Classique

« Concert  Miroir » à la Philarmonie, Mozart ravit et Elliott Carter surprend.

« Concert Miroir » à la Philarmonie, Mozart ravit et Elliott Carter surprend.

13 mars 2019 | PAR Jean-Marie Chamouard

Le 11 mars 2019, l’orchestre de Chambre d’Europe sous la direction de Pierre Laurent Aimard donne un concert consacré à Mozart et à Carter à la Cité de la Musique de Paris.

Tout semble opposer Mozart et Carter : le classicisme de l’un et la modernité de l’autre. La brièveté de la vie de Mozart contraste avec la longévité exceptionnelle d’Elliot Carter qui composa jusqu’à l’âge de 103 ans. Elliot Carter (1908- 2012) est un compositeur américain qui nous a légué une œuvre riche de 150 compositions. D’inspiration néoclassique, il trouva peu à peu son style propre composant son premier opéra à l’âge de 90 ans et sa dernière œuvre Epigrams à l’âge de 103 ans. Il resta influencé par la musique de Mozart. La Philarmonie a choisi de rapprocher ces deux musiciens comme dans un miroir pour l’inventivité, l’expressivité et souvent la fantaisie de leur musique.

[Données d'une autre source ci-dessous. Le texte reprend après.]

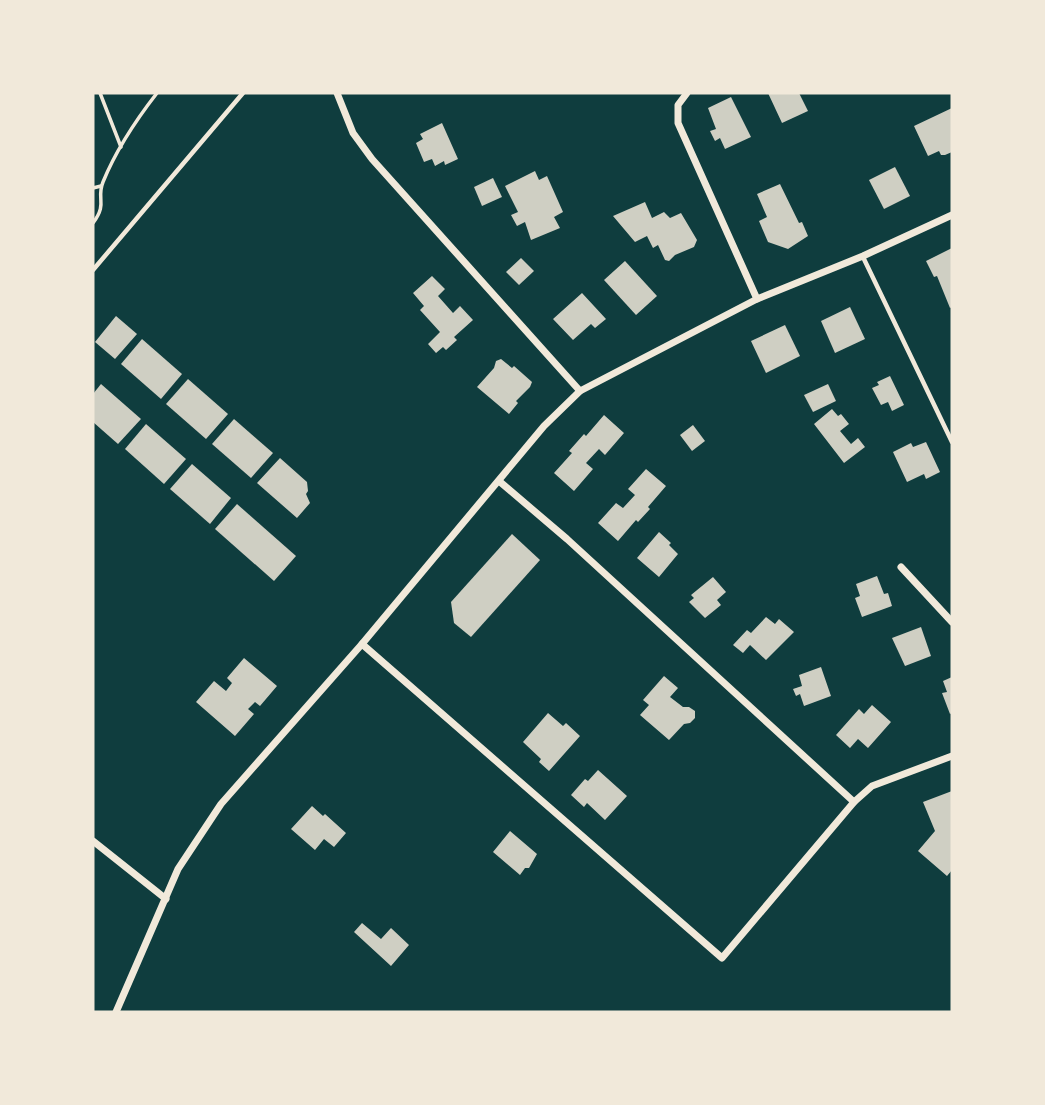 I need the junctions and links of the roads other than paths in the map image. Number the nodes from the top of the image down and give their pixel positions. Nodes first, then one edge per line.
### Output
1 (243, 93) edge
2 (337, 93) edge
3 (687, 93) edge
4 (952, 215) edge
5 (863, 256) junction
6 (93, 270) edge
7 (757, 299) junction
8 (580, 391) junction
9 (952, 442) edge
10 (499, 481) junction
11 (901, 567) dead end
12 (952, 622) edge
13 (362, 643) junction
14 (952, 756) edge
15 (854, 802) junction
16 (93, 841) edge
17 (166, 899) junction
18 (116, 1012) edge

1 - 6 lane
2 - 8 street
3 - 7 street
4 - 5 street
5 - 7 street
5 - 9 lane
7 - 8 street
8 - 10 street
10 - 13 street
10 - 15 street
11 - 12 street
13 - 15 street
13 - 17 street
14 - 15 street
16 - 17 street
17 - 18 street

Fondé en 1981, l’Orchestre de Chambre d’Europe se produit dans de nombreuses villes européennes et est un ambassadeur culturel de l’Europe. Il n’a pas de salle attitrée ni de chef permanent. Il est dirigé ce soir depuis son piano par Pierre Laurent Aimard . Ce pianiste né à Lyon le 09 09 1957 a travaillé avec Boulez et Messian. Son répertoire est très large mais il s’est volontiers consacré à la musique contemporaine. Lors du concert le piano a été placé en retrait, derrière l’orchestre afin d’ unifier le paysage sonore.

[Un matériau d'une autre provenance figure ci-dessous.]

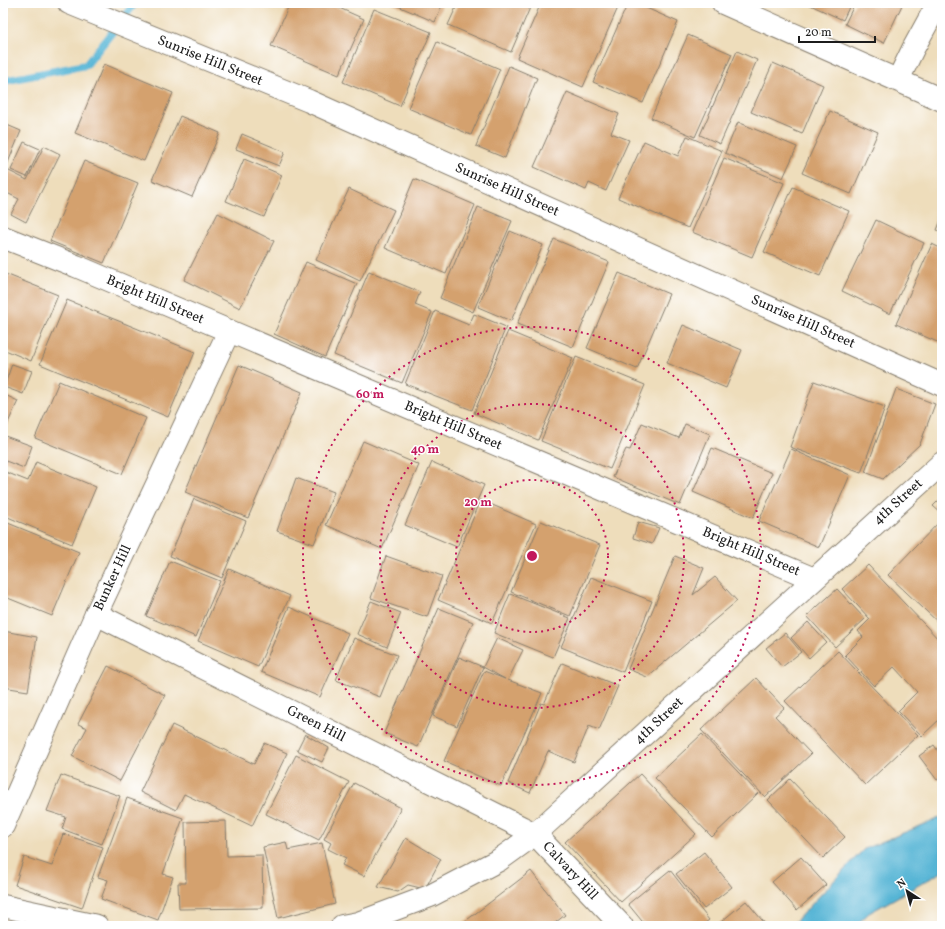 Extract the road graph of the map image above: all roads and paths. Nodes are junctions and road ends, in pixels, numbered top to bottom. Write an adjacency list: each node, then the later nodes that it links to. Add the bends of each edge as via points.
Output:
1 (69, 3): 8 (street, Sunrise Hill Street, via 309,101)
2 (724, 3): 4 (street)
3 (938, 3): 4 (street)
4 (898, 80): 5 (street)
5 (942, 100)
6 (3, 237): 7 (street, Bright Hill Street)
7 (229, 331): 10 (street, Bright Hill Street); 11 (street, Bunker Hill)
8 (942, 385)
9 (942, 462): 10 (street, 4th Street)
10 (814, 578): 13 (street, 4th Street)
11 (96, 614): 12 (street, Bunker Hill); 13 (street, Green Hill)
12 (3, 826)
13 (535, 834): 16 (street, 4th Street, via 499,860 430,896 358,923); 17 (street, Calvary Hill)
14 (3, 906): 15 (street)
15 (97, 926)
16 (342, 926)
17 (622, 926)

Le concerto pour piano n° 15 de Mozart a été écrit à Vienne en 1874 mais il a été relativement peu joué. L’allégro initial est une musique joyeuse et légère. Le jeu du piano est fluide et la virtuosité de Pierre Laurent Aimard s’exprime dans les cadences. L’adagio est une romance pleine de douce mélancolie. L’orchestre et le piano dialoguent avant de s’entremêler dans une grande harmonie. Cette douce sérénité est très émouvante. L’allégro final allie légèreté et espièglerie avec une puissance de l’orchestre qui culmine à la fin du concerto.

Elliott Carter a composé son quintette pour piano et vents en 1991. C’est une œuvre pleine de contrastes entre le piano, le hautbois, la clarinette, le basson et le cor. Le piano et les vents alternent des moments de ruptures avec accords plaqués et dissonances et des moments calmes plus expressifs. L’œuvre est à la fois dissociée et harmonieuse. Les vents et le cor réalisent une longue mélopée plaintive et lancinante.

Epigrams est la dernière d’Elliott Carter écrite en 2011 pour Pierre Laurent Aimar .Il s’agit d’un trio pour piano, violon et violoncelle. C’est une œuvre pleine de surprises, inventive, ludique et paradoxalement juvénile. Elle est formée de douze miniatures. Les contrastes sont saisissants entre les dissonances et les rythmes saccadés en particulier du piano et les longs murmures des cordes.

Le concert se termine par le célèbre concerto pour piano n° 25 de Mozart, chef d’œuvre absolu qui procure une grande émotion à l’auditeur. Il a été composé à Vienne en 1786. Peu joué du vivant de Mozart il a été redécouvert par Arthur Schnabel et joué à Vienne en 1934 après 147 ans d’oubli. C’est un concerto en do majeur, vigoureux, énergique et d’une grande richesse symphonique. Lors du premier mouvement on croit deviner quelques notes qui seront reprises quelques années plus tard dans la Marseillaise, en hommage à l’engagement franc maçon de Mozart. Les accords initiaux annoncent la cinquième symphonie de Beethoven. Profondeur, pureté et sérénité caractérisent le deuxième mouvement. Le troisième mouvement est brillant et joyeux. La partition du piano est d’une grande virtuosité et la fin du concerto est majestueuse.

Le « concert Miroir » rapproche Mozart et Carter. Le miroir est certes déformant mais c’est un miroir qui offre beaucoup de bonheur aux auditeurs.